I have a 6 month old male rottie - Whenever and where ever, he makes sure he feasts on mud and starts chewing stones and anything which is down on the ground!
Despite calling it out loud - NO! or Don't - he wouldn't care a bit! I am scared, if it has any impact on his health system!
What could be the remedy?
Hi Sanjeev Eating rocks and stones are more of a danger than eating mud, because their size/weight could end up causing an obstruction in his digestive system - this would need emergency surgery.
Quite a few puppies eat stones, rocks, dirt, sticks etc. - mostly because they think anything is edible and are curious. Most puppies will grow out of it by around 6 months old, so your pup may be start to reduce the time he spends on this habit fairly soon.

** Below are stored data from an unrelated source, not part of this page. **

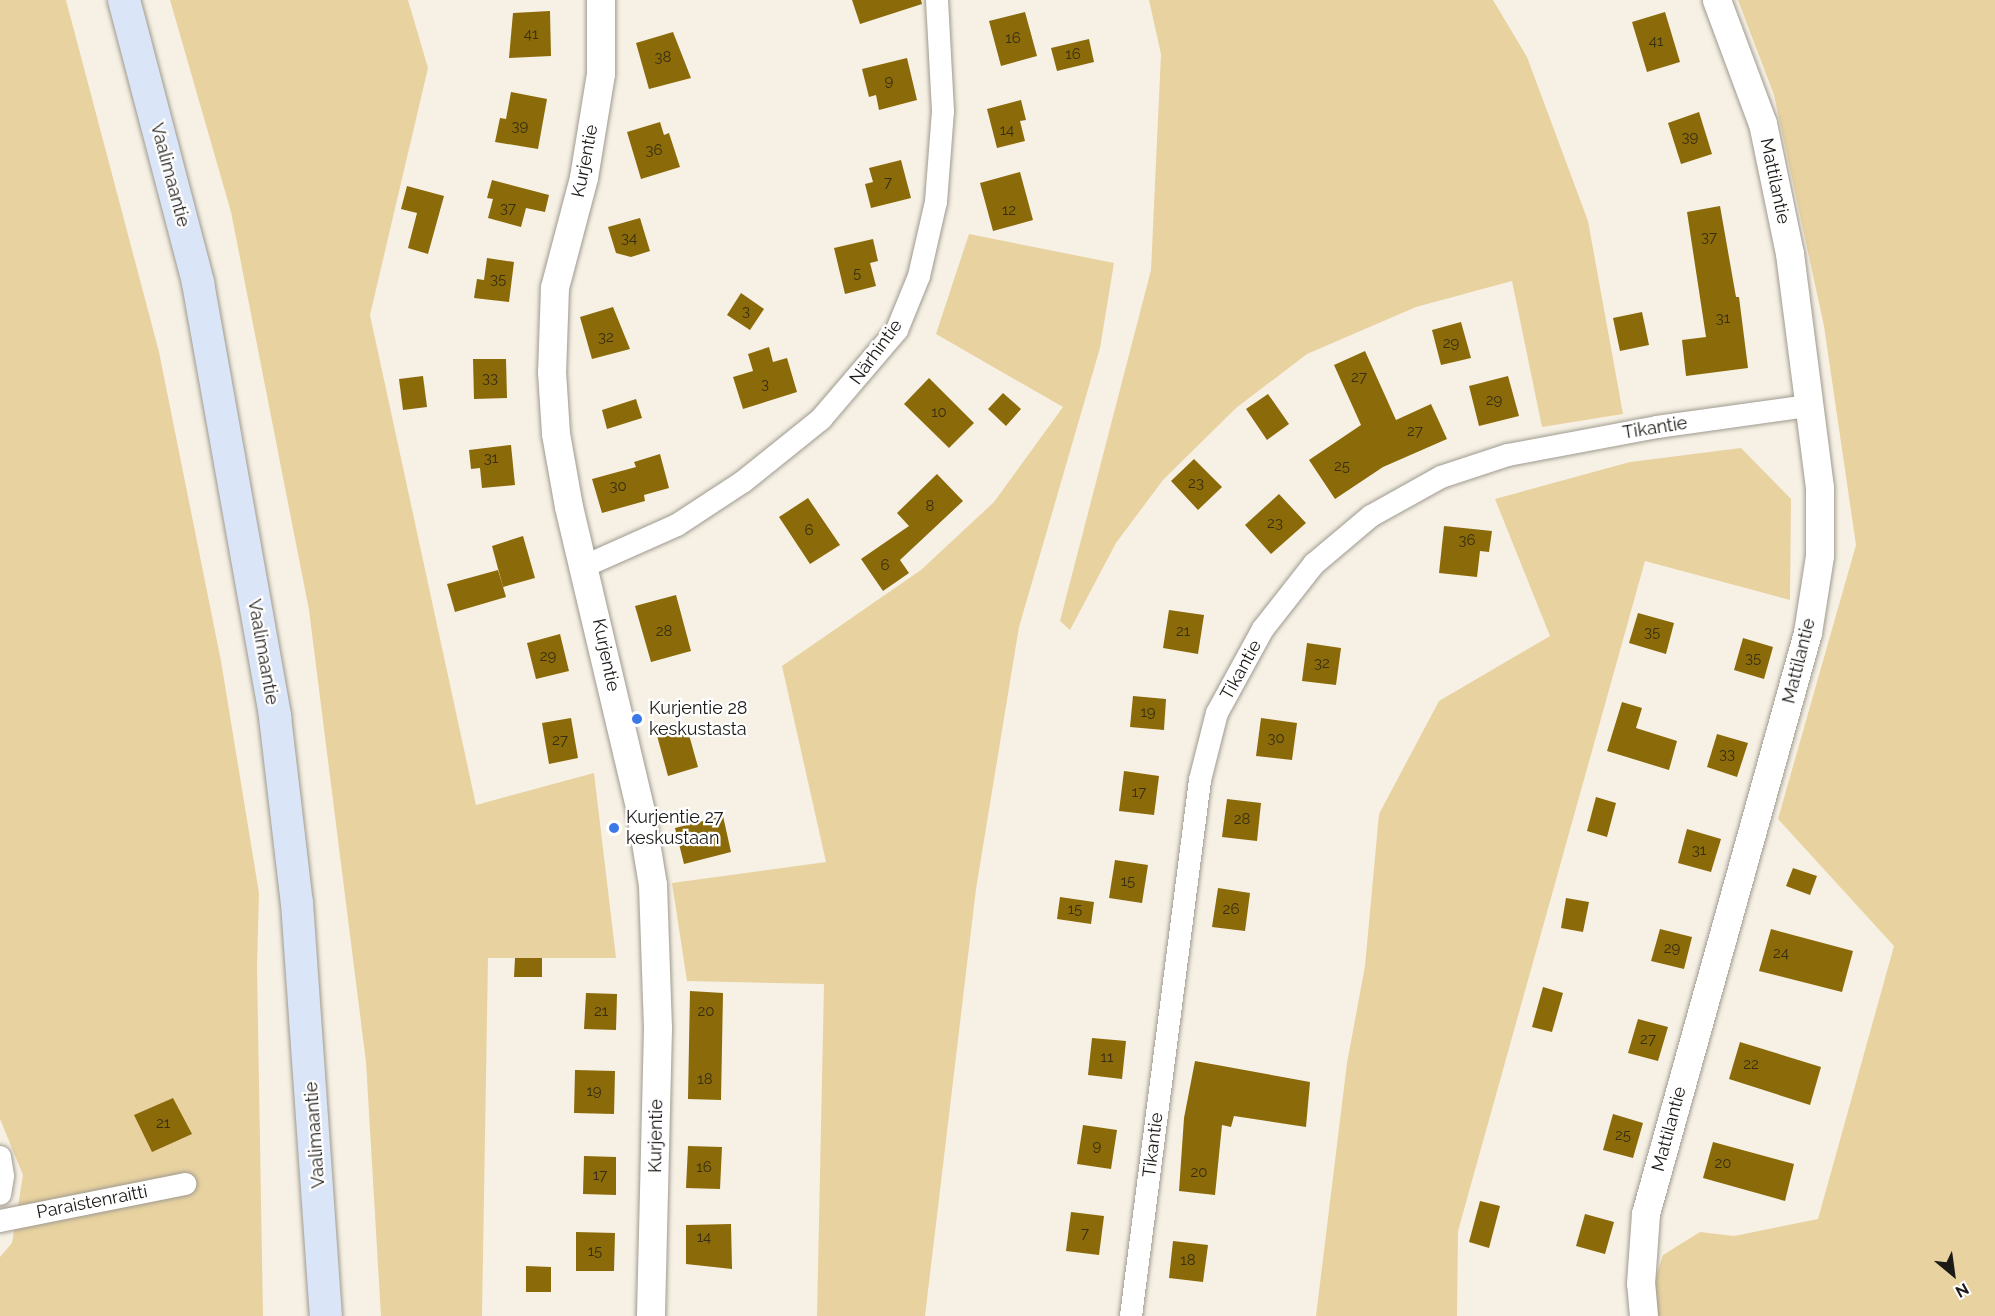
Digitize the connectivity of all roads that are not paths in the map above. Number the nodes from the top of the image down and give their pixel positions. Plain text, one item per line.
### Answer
1 (124, 0) edge
2 (601, 0) edge
3 (937, 0) edge
4 (1717, 0) edge
5 (1809, 406) junction
6 (585, 566) junction
7 (0, 1157) edge
8 (185, 1184) dead end
9 (0, 1194) edge
10 (0, 1221) edge
11 (326, 1316) edge
12 (651, 1316) edge
13 (1131, 1316) edge
14 (1644, 1316) edge

1 - 11 main road, Vaalimaantie
2 - 6 street, Kurjentie
3 - 6 street, Närhintie
4 - 5 street, Mattilantie
5 - 13 street, Tikantie
5 - 14 street, Mattilantie
6 - 12 street, Kurjentie
7 - 9 street
8 - 10 street, Paraistenraitti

However, some pups carry it on into adulthood and then it's usually become an obsessive-compulsive behavior, meaning that they feel a strong compulsion to keep doing it over and over again. It's also called 'pica' which can refer to the desire to eat any type of non-edible stuff, not just rocks.
Keeping your puppy busy and active - making sure that he has plenty of safe, sturdy chew toys and gets enough exercise and daily training sessions - can help, because a bored pup/dog or one whose brain and body is understimulated is more likely to indulge in this type of behavior.
Constant correction (that 'no' you mention) is very important and you must stop him from doing this as it could hurt him. I'd recommend making sure he doesn't have unsupervised access to areas that contain gravel, rocks or stones that he can eat. Keep him indoors where you can watch him, and when he's outside make sure he's in a fenced area that is concrete or grass and where there are no rocks/pebbles to tempt him.
When you are out walking use a prong collar and give it a quick tug while saying 'no' whenever he tries to put a rock in his mouth. As a last resort you can use a muzzle on him when out walking to prevent this behavior. But with a Rottweiler this can also give people the wrong impression and make him appear aggressive, so it's important to weight up the odds.
With constant correction, plenty of action and stimulation, and limiting access to rocks/stones you should be able to help limit this and eventually remove it all together.
Very occasionally, rock or dirt eating can be a sign of a dietary deficiency or a physical health issue. So I would recommend making sure he's eating a premium puppy food that is specifically designed for large breed puppies and also have your vet give him a check up to make sure he's 100% healthy.